BRÉSIL : QUITTE OU DOUBLE ?
Avec “Jair Bolsonaro, un autre Brésil”, Ingrid Piponiot et Laetitia Rossi dressent un portrait inquiétant du dirigeant autoritaire et ultraconservateur élu en 2018 et s’interrogent sur les suites de son éventuelle réélection. Par Anne Sogno
Le 2 octobre, 150 millions de Brésiliens – le vote est obligatoire de 18 à 70 ans – seront appelés à élire leur président de la République. Deux candidats, deux Brésil : Jair Bolsonaro, le populiste, contre Lula da Silva, ex-président de gauche de 2003 à 2011, dont les condamnations pour corruption ont été annulées par le Tribunal suprême fédéral en 2021. Si les sondages actuels prêtent 45 % d’intentions de vote au candidat du Parti des Travailleurs contre 32 % au président sortant, élu triomphalement en 2018, rien n’est joué dans ce pays où l’information comme la désinformation passent principalement par les réseaux sociaux.
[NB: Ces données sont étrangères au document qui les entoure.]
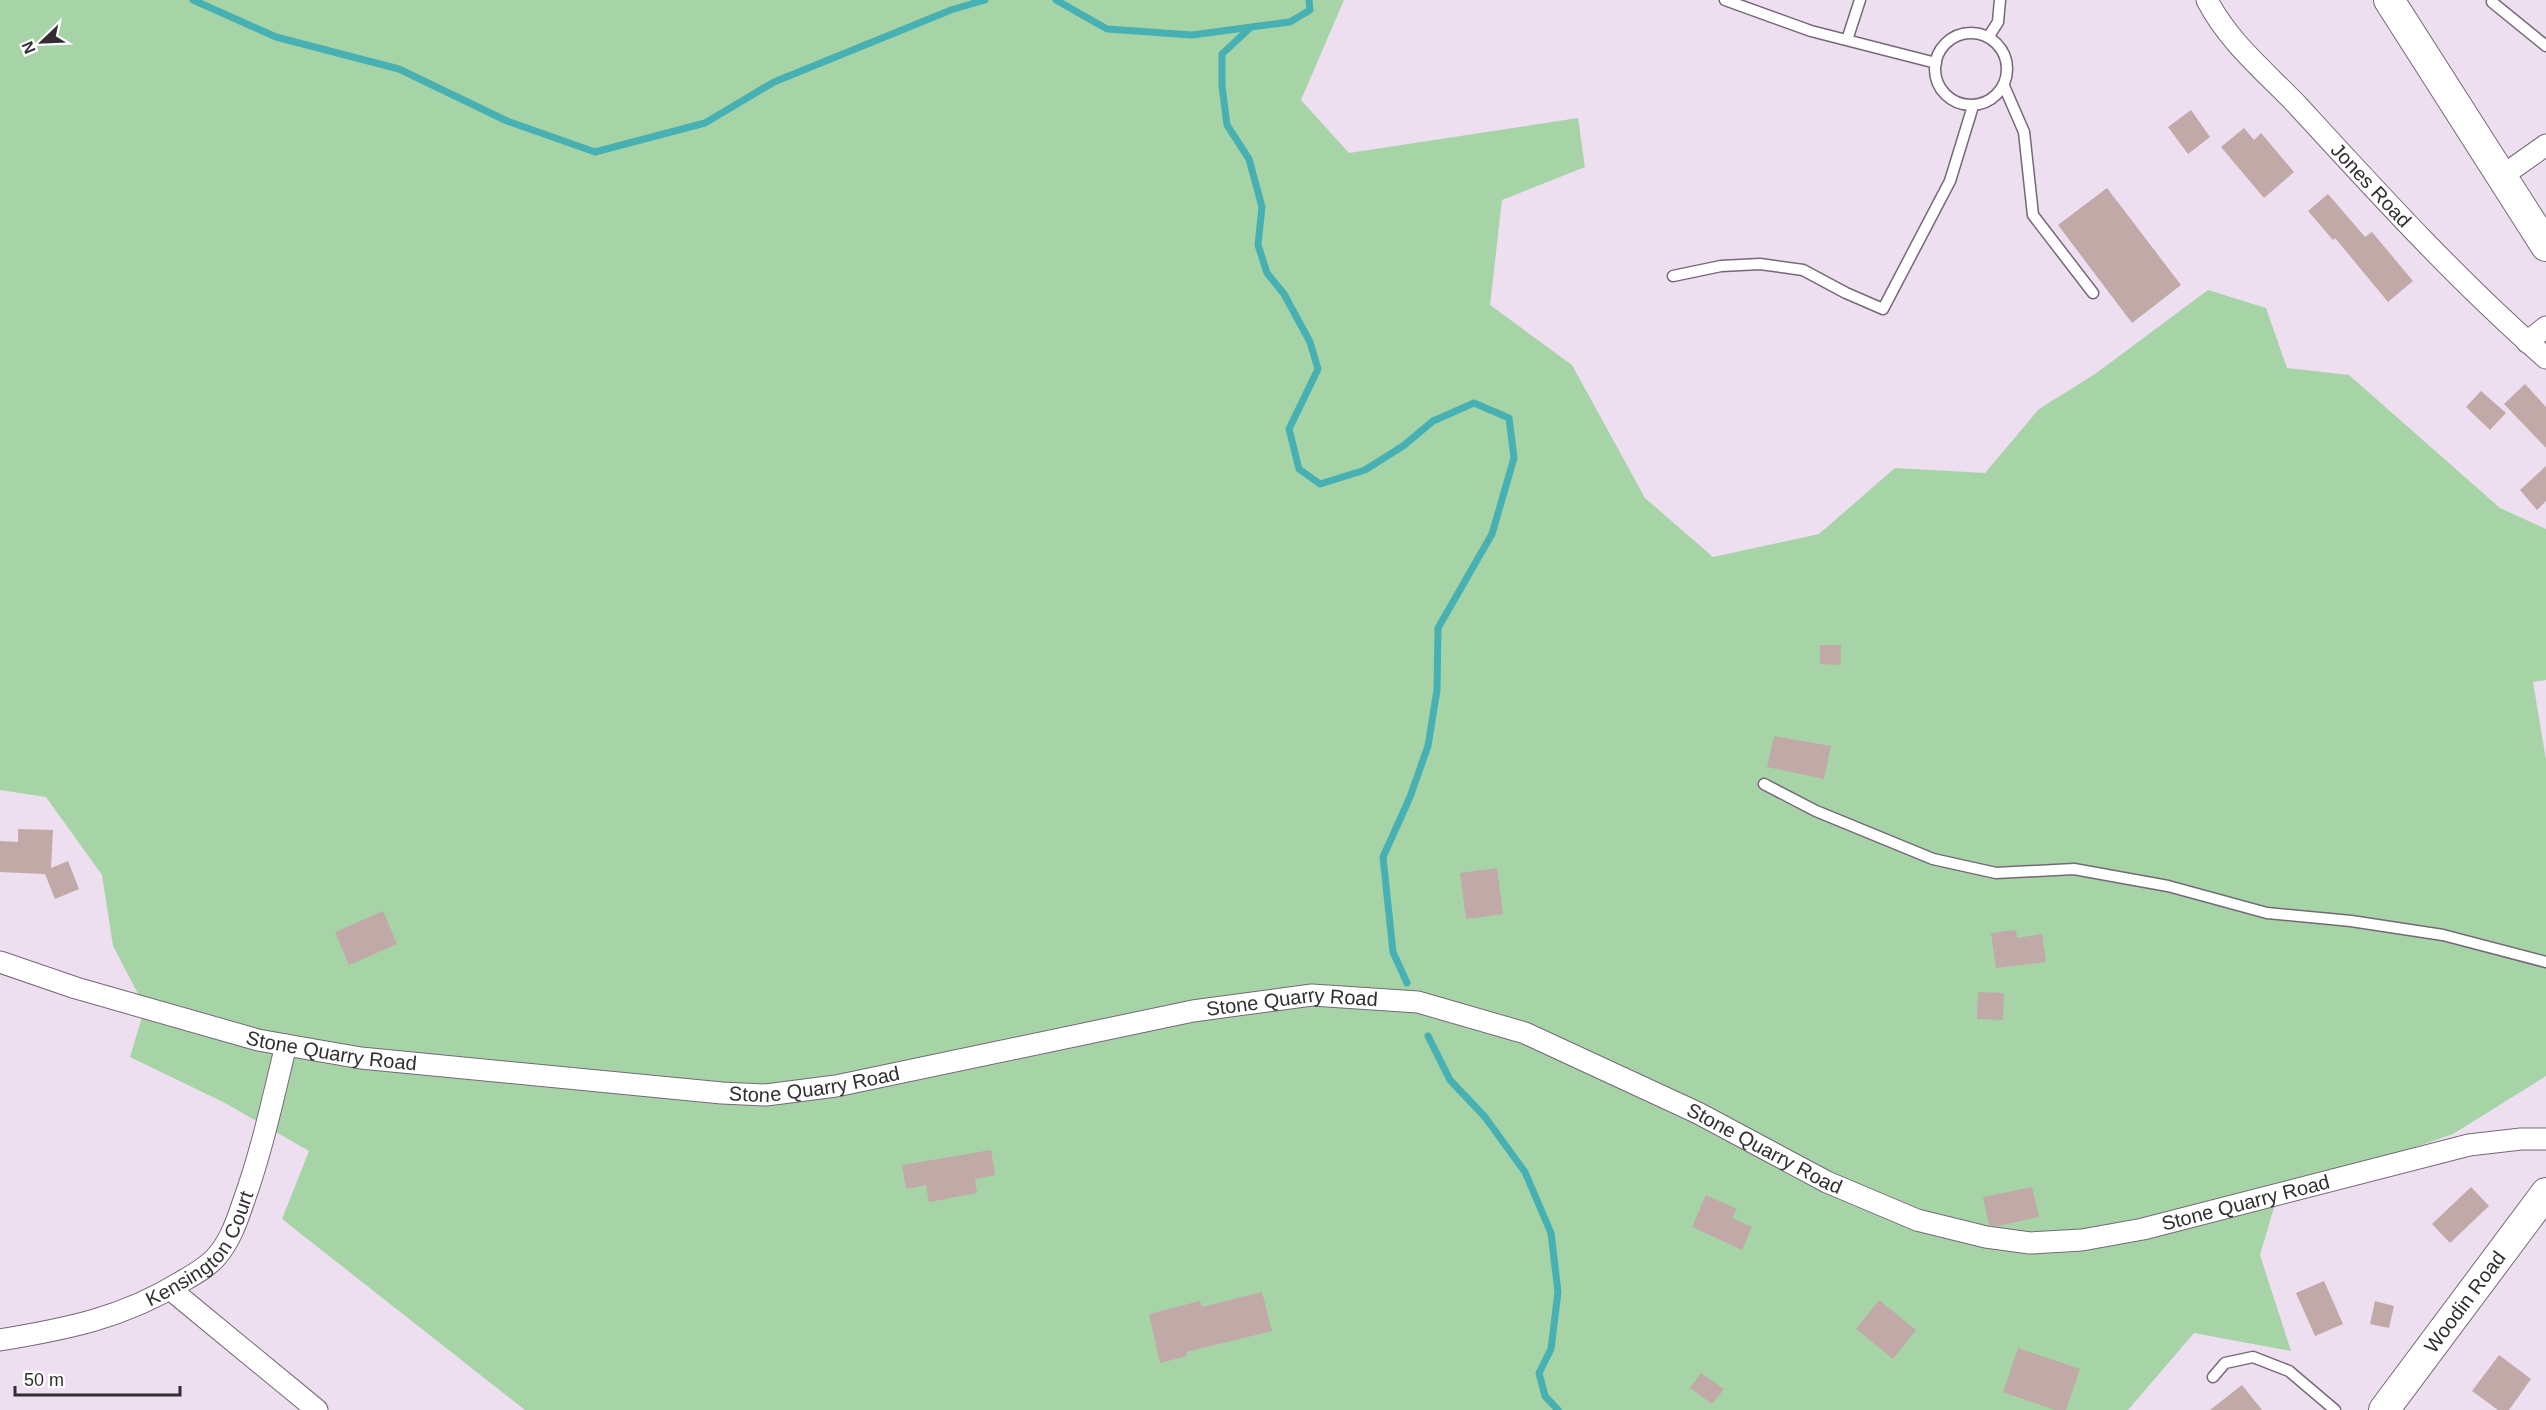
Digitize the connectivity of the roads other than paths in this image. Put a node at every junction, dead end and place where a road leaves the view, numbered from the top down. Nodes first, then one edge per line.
1 (1725, 0) edge
2 (1860, 0) edge
3 (2000, 0) edge
4 (2207, 0) edge
5 (2389, 0) edge
6 (2492, 2) dead end
7 (1989, 36) junction
8 (1847, 40) junction
9 (2546, 46) edge
10 (1936, 63) junction
11 (2004, 86) junction
12 (1973, 106) junction
13 (2546, 145) edge
14 (2502, 176) junction
15 (2546, 246) edge
16 (1674, 276) dead end
17 (2093, 293) dead end
18 (2546, 327) edge
19 (2527, 342) junction
20 (2546, 358) edge
21 (1764, 784) dead end
22 (0, 962) edge
23 (2546, 962) edge
24 (286, 1045) junction
25 (2546, 1139) edge
26 (2546, 1193) edge
27 (170, 1289) junction
28 (0, 1340) edge
29 (2213, 1377) dead end
30 (317, 1410) edge
31 (2335, 1410) edge
32 (2384, 1410) edge

1 - 8 lane
2 - 8 lane
3 - 7 lane
4 - 19 street, Jones Road
5 - 14 main road
6 - 9 lane
7 - 10 lane
7 - 11 lane
8 - 10 lane
10 - 12 lane
11 - 12 lane
11 - 17 lane
12 - 16 lane
13 - 14 street
14 - 15 main road
18 - 19 street
19 - 20 street, Jones Road
21 - 23 lane
22 - 24 street, Stone Quarry Road
24 - 25 street, Stone Quarry Road
24 - 27 street, Kensington Court
26 - 32 main road, Woodin Road
27 - 28 street, Kensington Court
27 - 30 street
29 - 31 lane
Bolsonaro – « O Mito » (le mythe) pour ses fans qui l’adulent comme une rock star – y fait la course en tête avec 45,9 millions d’abonnés contre seulement 16,1 pour le représentant d’une gauche à la traîne dans ce domaine.
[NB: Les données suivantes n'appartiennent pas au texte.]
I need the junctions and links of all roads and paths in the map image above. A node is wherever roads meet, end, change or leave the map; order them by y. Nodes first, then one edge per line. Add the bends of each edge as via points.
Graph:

Jamais en reste en termes de vulgarité et de haine envers ses adversaires, à l’instar de son mentor Donald Trump, grand adepte de la violence politique, Bolsonaro faisait encore récemment des allusions à peine voilées à une insurrection en cas de défaite. Il semblerait qu’il ait désormais mis de l’eau dans son vin afin de protéger ses arrières. Mais quid de ses soutiens indéfectibles, électeurs radicalisés, souvent amateurs d’armes à feu dont les ventes ont doublé pendant sa mandature ? « Ils vivent dans un monde parallèle et sont à fond dans la théorie du complot, déplore Ingrid Piponiot, coréalisatrice avec Laetitia Rossi de ce passionnant documentaire. Si un coup d’Etat militaire à l’ancienne, avec des chars dans la rue, semble très peu probable, il est difficile de prévoir comment réagira le noyau dur, environ 20 % de la population, qui le soutient encore coûte que coûte. Ce qui est certain, c’est que sa réélection continuerait d’abîmer la démocratie brésilienne de l’intérieur : son programme ultralibéral et conservateur a abandonné toute politique publique depuis quatre ans. »
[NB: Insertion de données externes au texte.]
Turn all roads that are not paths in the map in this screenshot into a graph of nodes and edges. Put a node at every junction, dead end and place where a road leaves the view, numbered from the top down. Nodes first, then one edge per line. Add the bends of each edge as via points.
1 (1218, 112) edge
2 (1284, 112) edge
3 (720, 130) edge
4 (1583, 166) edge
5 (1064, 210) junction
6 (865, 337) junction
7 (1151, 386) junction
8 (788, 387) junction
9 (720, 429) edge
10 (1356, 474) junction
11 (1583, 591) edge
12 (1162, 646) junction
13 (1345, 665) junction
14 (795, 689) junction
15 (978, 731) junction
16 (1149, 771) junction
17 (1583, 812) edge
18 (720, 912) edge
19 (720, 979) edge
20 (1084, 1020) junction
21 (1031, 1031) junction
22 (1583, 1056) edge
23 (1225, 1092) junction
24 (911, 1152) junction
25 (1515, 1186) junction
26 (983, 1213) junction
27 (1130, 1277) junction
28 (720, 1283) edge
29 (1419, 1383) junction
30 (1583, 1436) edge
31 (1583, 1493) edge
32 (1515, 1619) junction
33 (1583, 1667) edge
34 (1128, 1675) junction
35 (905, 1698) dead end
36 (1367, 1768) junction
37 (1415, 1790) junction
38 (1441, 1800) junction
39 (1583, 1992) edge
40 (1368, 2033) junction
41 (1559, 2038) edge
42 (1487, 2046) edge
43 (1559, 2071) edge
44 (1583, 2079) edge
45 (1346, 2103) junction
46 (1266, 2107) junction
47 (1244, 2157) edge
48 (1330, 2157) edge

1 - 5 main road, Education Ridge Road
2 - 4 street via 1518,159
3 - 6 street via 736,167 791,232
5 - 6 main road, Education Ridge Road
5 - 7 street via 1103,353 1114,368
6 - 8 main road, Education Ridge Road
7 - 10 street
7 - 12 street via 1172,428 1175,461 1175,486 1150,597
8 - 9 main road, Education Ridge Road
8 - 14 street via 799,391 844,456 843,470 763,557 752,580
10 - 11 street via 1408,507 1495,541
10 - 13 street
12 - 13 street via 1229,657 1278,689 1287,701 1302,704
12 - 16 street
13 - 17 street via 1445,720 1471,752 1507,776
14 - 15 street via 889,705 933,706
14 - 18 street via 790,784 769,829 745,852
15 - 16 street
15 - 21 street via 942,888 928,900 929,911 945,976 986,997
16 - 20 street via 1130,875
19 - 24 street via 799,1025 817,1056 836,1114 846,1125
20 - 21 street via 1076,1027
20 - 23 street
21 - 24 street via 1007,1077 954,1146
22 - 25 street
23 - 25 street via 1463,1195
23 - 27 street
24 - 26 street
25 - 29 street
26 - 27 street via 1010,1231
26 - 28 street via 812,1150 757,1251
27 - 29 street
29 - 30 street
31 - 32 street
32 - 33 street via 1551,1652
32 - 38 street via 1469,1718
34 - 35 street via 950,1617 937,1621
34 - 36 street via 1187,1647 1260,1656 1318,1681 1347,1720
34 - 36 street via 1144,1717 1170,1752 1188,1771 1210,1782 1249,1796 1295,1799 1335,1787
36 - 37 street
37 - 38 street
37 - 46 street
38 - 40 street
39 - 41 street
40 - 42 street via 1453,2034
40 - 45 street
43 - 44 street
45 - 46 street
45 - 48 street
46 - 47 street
En enquêtant sur l’ascension fulgurante de cet homme provocateur, belliqueux, autoritaire et antisystème qui dirige le pays entouré de son clan, composé principalement de ses trois fils (Flávio, l’aîné, s’exprime dans le film), les journalistes dressent aussi le portrait d’une société brésilienne largement divisée. Une bonne partie du pays ayant élu Bolsonaro en 2018 lui ressemble et voit dans ses origines modestes de fils d’immigrés italiens, ballotté au gré du travail que trouvait son père, le miroir de son propre ressentiment envers les élites. « Bolsonaro représente des opinions très majoritairement répandues dans la société, note Bruno Meyerfeld, correspondant du “Monde” au Brésil : le racisme, le mépris envers les femmes et un déni complet des questions environnementales… Il a donné une voix à une partie du Brésil qu’on avait choisi d’ignorer et qui ne s’exprimait jamais dans les médias. »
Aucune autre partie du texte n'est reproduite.